LONDON — Note to Liam Fox: Britain’s former colonies don’t want to be colonies again.
As the U.K.’s international trade secretary delivers a high profile speech in London extolling his vision of “Global Britain” with trading links around the world, he would do well to mark the sensitivities of Commonwealth countries who don’t want to become Britain’s post-Brexit crutch.
Commonwealth leaders are keen to prevent their biennial gathering in London later this year being dragged into the Brexit quagmire.
Organizers of the April summit are studiously avoiding a U.K. focus in any trade talks, keen to ensure the meeting reflects the guiding principle of equality between the 53 nations.
A U.K. minister close to the organization of the event, who did not want to be named, said there had been a concerted effort to make sure that the event did not look like “Empire 2.0” after previous criticisms that Britain’s post-Brexit Commonwealth trade push had colonial connotations.
“We bend over backwards to make it look like it is not the U.K. club,” they said.
The roots of the Commonwealth go back to the British Empire, when some countries were ruled directly or indirectly by Britain. While some members retain Queen Elizabeth II as head of state, they are now self-governing, and the transnational organization is voluntary and based on free and equal cooperation. It also includes countries with no historical ties to the British Empire.

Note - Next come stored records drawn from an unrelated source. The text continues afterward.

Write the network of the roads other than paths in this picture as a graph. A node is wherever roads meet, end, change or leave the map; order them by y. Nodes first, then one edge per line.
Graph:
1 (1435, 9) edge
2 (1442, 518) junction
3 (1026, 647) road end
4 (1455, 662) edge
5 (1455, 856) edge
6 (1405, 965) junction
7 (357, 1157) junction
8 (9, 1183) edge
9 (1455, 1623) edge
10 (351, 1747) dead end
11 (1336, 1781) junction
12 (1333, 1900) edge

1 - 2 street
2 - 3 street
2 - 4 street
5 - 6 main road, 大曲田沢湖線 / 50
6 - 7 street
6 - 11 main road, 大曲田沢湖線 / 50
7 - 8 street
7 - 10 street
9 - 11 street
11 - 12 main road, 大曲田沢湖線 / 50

But a post-Brexit bid by International Trade Secretary Liam Fox to boost trade with the African Commonwealth nations last year was reportedly described by Whitehall officials as “Empire 2.0.”

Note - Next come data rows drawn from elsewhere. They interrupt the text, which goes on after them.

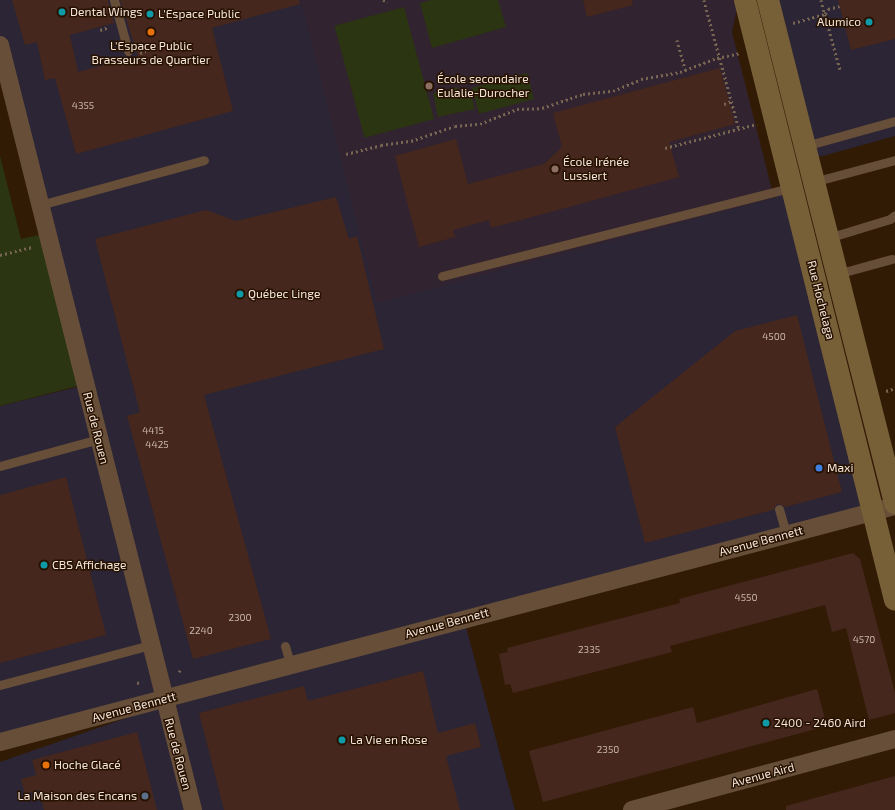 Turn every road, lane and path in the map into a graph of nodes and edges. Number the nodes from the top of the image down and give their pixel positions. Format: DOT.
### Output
graph roads {
  1 [pos="114,0"];
  2 [pos="383,0"];
  3 [pos="388,0"];
  4 [pos="704,0"];
  5 [pos="744,0"];
  6 [pos="768,0"];
  7 [pos="821,0"];
  8 [pos="840,6"];
  9 [pos="825,14"];
  10 [pos="790,23"];
  11 [pos="677,40"];
  12 [pos="0,46"];
  13 [pos="128,51"];
  14 [pos="740,53"];
  15 [pos="720,57"];
  16 [pos="840,69"];
  17 [pos="686,71"];
  18 [pos="732,101"];
  19 [pos="724,104"];
  20 [pos="895,121"];
  21 [pos="758,124"];
  22 [pos="739,129"];
  23 [pos="805,146"];
  24 [pos="665,148"];
  25 [pos="346,154"];
  26 [pos="204,160"];
  27 [pos="895,160"];
  28 [pos="814,182"];
  29 [pos="792,188"];
  30 [pos="40,205"];
  31 [pos="893,218"];
  32 [pos="828,238"];
  33 [pos="50,243"];
  34 [pos="0,255"];
  35 [pos="892,259"];
  36 [pos="442,276"];
  37 [pos="829,279"];
  38 [pos="895,388"];
  39 [pos="883,391"];
  40 [pos="98,439"];
  41 [pos="0,466"];
  42 [pos="895,502"];
  43 [pos="895,506"];
  44 [pos="779,509"];
  45 [pos="874,511"];
  46 [pos="786,534"];
  47 [pos="895,600"];
  48 [pos="150,646"];
  49 [pos="285,646"];
  50 [pos="290,664"];
  51 [pos="142,682"];
  52 [pos="137,683"];
  53 [pos="0,685"];
  54 [pos="164,699"];
  55 [pos="895,739"];
  56 [pos="0,742"];
  57 [pos="193,810"];
  58 [pos="632,810"];
  1 -- 13 [label="lane"];
  2 -- 3 [label="path"];
  4 -- 15 [label="path"];
  5 -- 29 [label="main road, Rue Hochelaga"];
  6 -- 23 [label="main road, Rue Hochelaga"];
  7 -- 9 [label="path"];
  8 -- 9 [label="path"];
  9 -- 10 [label="path"];
  9 -- 16 [label="path"];
  11 -- 17 [label="path"];
  12 -- 30 [label="street, Rue de Rouen"];
  14 -- 15 [label="path"];
  15 -- 17 [label="path"];
  15 -- 18 [label="path"];
  17 -- 25 [label="path"];
  18 -- 19 [label="path"];
  18 -- 22 [label="path"];
  20 -- 23 [label="lane"];
  21 -- 22 [label="path"];
  22 -- 24 [label="path"];
  23 -- 28 [label="main road, Rue Hochelaga"];
  26 -- 30 [label="lane"];
  27 -- 28 [label="lane"];
  28 -- 29 [label="lane"];
  28 -- 32 [label="main road, Rue Hochelaga"];
  29 -- 36 [label="lane"];
  29 -- 37 [label="main road, Rue Hochelaga"];
  30 -- 33 [label="street, Rue de Rouen"];
  31 -- 32 [label="lane"];
  32 -- 37 [label="main road, Rue Hochelaga"];
  33 -- 34 [label="path"];
  33 -- 40 [label="street, Rue de Rouen"];
  35 -- 37 [label="lane"];
  37 -- 42 [label="main road, Rue Hochelaga"];
  37 -- 45 [label="main road, Rue Hochelaga"];
  38 -- 39 [label="path"];
  40 -- 41 [label="lane"];
  40 -- 48 [label="street, Rue de Rouen"];
  43 -- 45 [label="street, Avenue Bennett"];
  44 -- 46 [label="lane"];
  45 -- 46 [label="street, Avenue Bennett"];
  45 -- 47 [label="main road, Rue Hochelaga"];
  46 -- 50 [label="street, Avenue Bennett"];
  48 -- 53 [label="lane"];
  48 -- 54 [label="street, Rue de Rouen"];
  49 -- 50 [label="lane"];
  50 -- 54 [label="street, Avenue Bennett"];
  51 -- 52 [label="path"];
  54 -- 56 [label="street, Avenue Bennett"];
  54 -- 57 [label="street, Rue de Rouen"];
  55 -- 58 [label="street, Avenue Aird"];
}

Commonwealth trade will be discussed by leaders as part of the “prosperity” agenda, but there will be no specific U.K. weighting on the main agenda, even though London is host, according to a figure close to the organization of the event. They also emphasized the Commonwealth is not a trading bloc.
It is the Commonwealth secretariat that sets the agenda, although Commonwealth countries, including the host nation, are consulted.

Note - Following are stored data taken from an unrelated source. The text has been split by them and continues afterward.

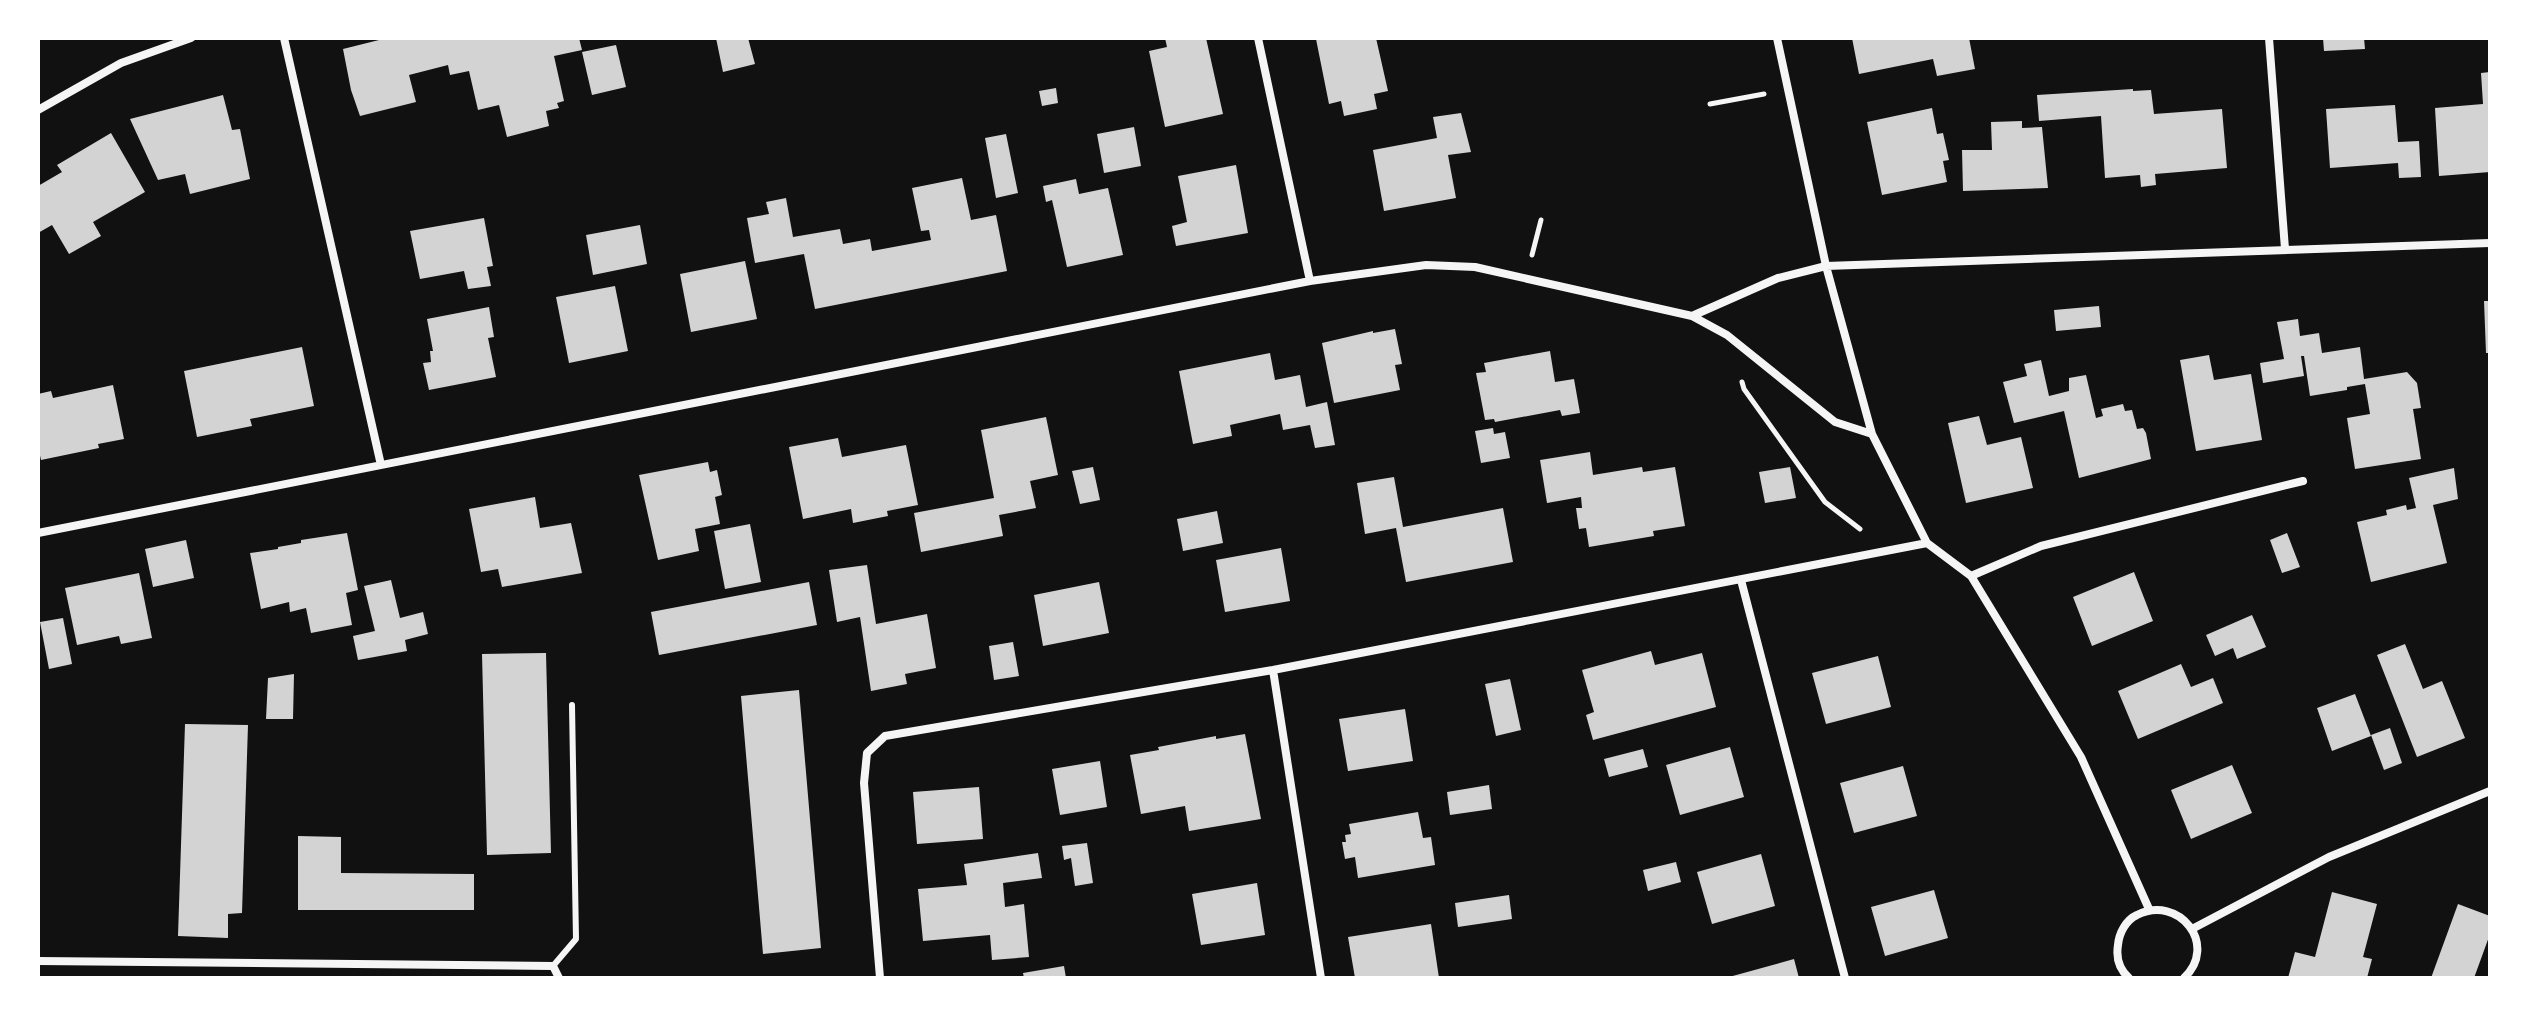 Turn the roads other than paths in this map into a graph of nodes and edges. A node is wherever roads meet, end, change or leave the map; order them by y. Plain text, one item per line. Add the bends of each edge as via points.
1 (191, 38) edge
2 (284, 38) edge
3 (1258, 38) edge
4 (1777, 38) edge
5 (2269, 38) edge
6 (38, 110) edge
7 (2490, 243) edge
8 (2285, 249) junction
9 (1826, 266) junction
10 (1310, 281) junction
11 (1692, 316) junction
12 (1872, 434) junction
13 (381, 465) junction
14 (2303, 481) dead end
15 (38, 533) edge
16 (1927, 543) junction
17 (1971, 576) junction
18 (1741, 580) junction
19 (1273, 670) junction
20 (572, 705) dead end
21 (2490, 791) edge
22 (2149, 909) junction
23 (2192, 929) junction
24 (38, 961) edge
25 (553, 966) junction
26 (2124, 977) edge
27 (559, 978) edge
28 (880, 978) edge
29 (1321, 978) edge
30 (1845, 978) edge
31 (2184, 978) edge

1 - 6 street via 121,63
2 - 13 street
3 - 10 street
4 - 9 street
5 - 8 street
7 - 8 street
8 - 9 street
9 - 11 street via 1778,278
9 - 12 street
10 - 11 street via 1426,265 1475,267
10 - 13 street
11 - 12 street via 1727,335 1835,422
12 - 16 street
13 - 15 street
14 - 17 street via 2041,546
16 - 17 street
16 - 18 street
17 - 22 street via 2081,757
18 - 19 street
18 - 30 street
19 - 28 street via 885,736 867,753 864,783
19 - 29 street
20 - 25 lane via 576,939
21 - 23 street via 2329,857
22 - 23 street via 2166,909
22 - 26 street via 2130,918 2119,935 2116,956
23 - 31 street via 2197,959
24 - 25 street
25 - 27 street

Teddy Soobramanien, the Commonwealth’s adviser on international trade, said: “The agenda won’t formally focus on any post-Brexit trade deals. Those are trade issues that the U.K. and interested Commonwealth members can take up bilaterally. The secretariat stands ready to assist members, should they need support on those issues.”
The biennial Commonwealth Heads of Government Meeting is being held in the U.K. for the first time since 1997. It was originally going to be hosted by Vanuatu but was moved to the U.K. after a cyclone severely damaged the Pacific island nation’s infrastructure.
The week-long event will culminate in a retreat at Windsor Castle, where leaders will finalize an agenda for the Commonwealth secretariat for the following two years.
A Cabinet Office spokesperson said boosting intra-Commonwealth trade and tackling inequality would be a priority at the forthcoming meeting, where the U.K. will demonstrate its commitment to global free trade and ways the Commonwealth can help champion this.
“By using the combined strength of the Commonwealth we have an opportunity to build a global economy that works for everyone,” the spokesman added.
Soobramanien said the summit was expected to express support for a strong rules-based multilateral trading system, explore ways to support implementation of the World Trade Organization’s Trade Facilitation Agreement, enhance support for smaller countries to build their trading capacity and better participate in trade, and “strengthen dialogue and cooperation.”
It will also launch a Commonwealth trade review focusing on new technologies, like digital trade and fintech, and further reducing trade costs.
While post-Brexit trade will not be explicitly on the agenda, ministers hope to push the U.K.’s goals of increased economic links on the margins of the summit.
Giving evidence to the foreign affairs select committee last week, Minister of State for the Commonwealth and the United Nations Tariq Ahmad said the meeting provided a “huge opportunity” to advance trade deals.
“We are hoping that through the bilateral discussion that will take place there will be huge opportunities to, if not sign trade deals, certainly start those trade discussions as well where they have not begun … we are not setting any particular target but there are huge opportunities for us.”
Privately though, U.K. government ministers admit there is unlikely to be much progress on trade in April. One senior U.K. official told POLITICO there is “nothing substantive in this space as yet.”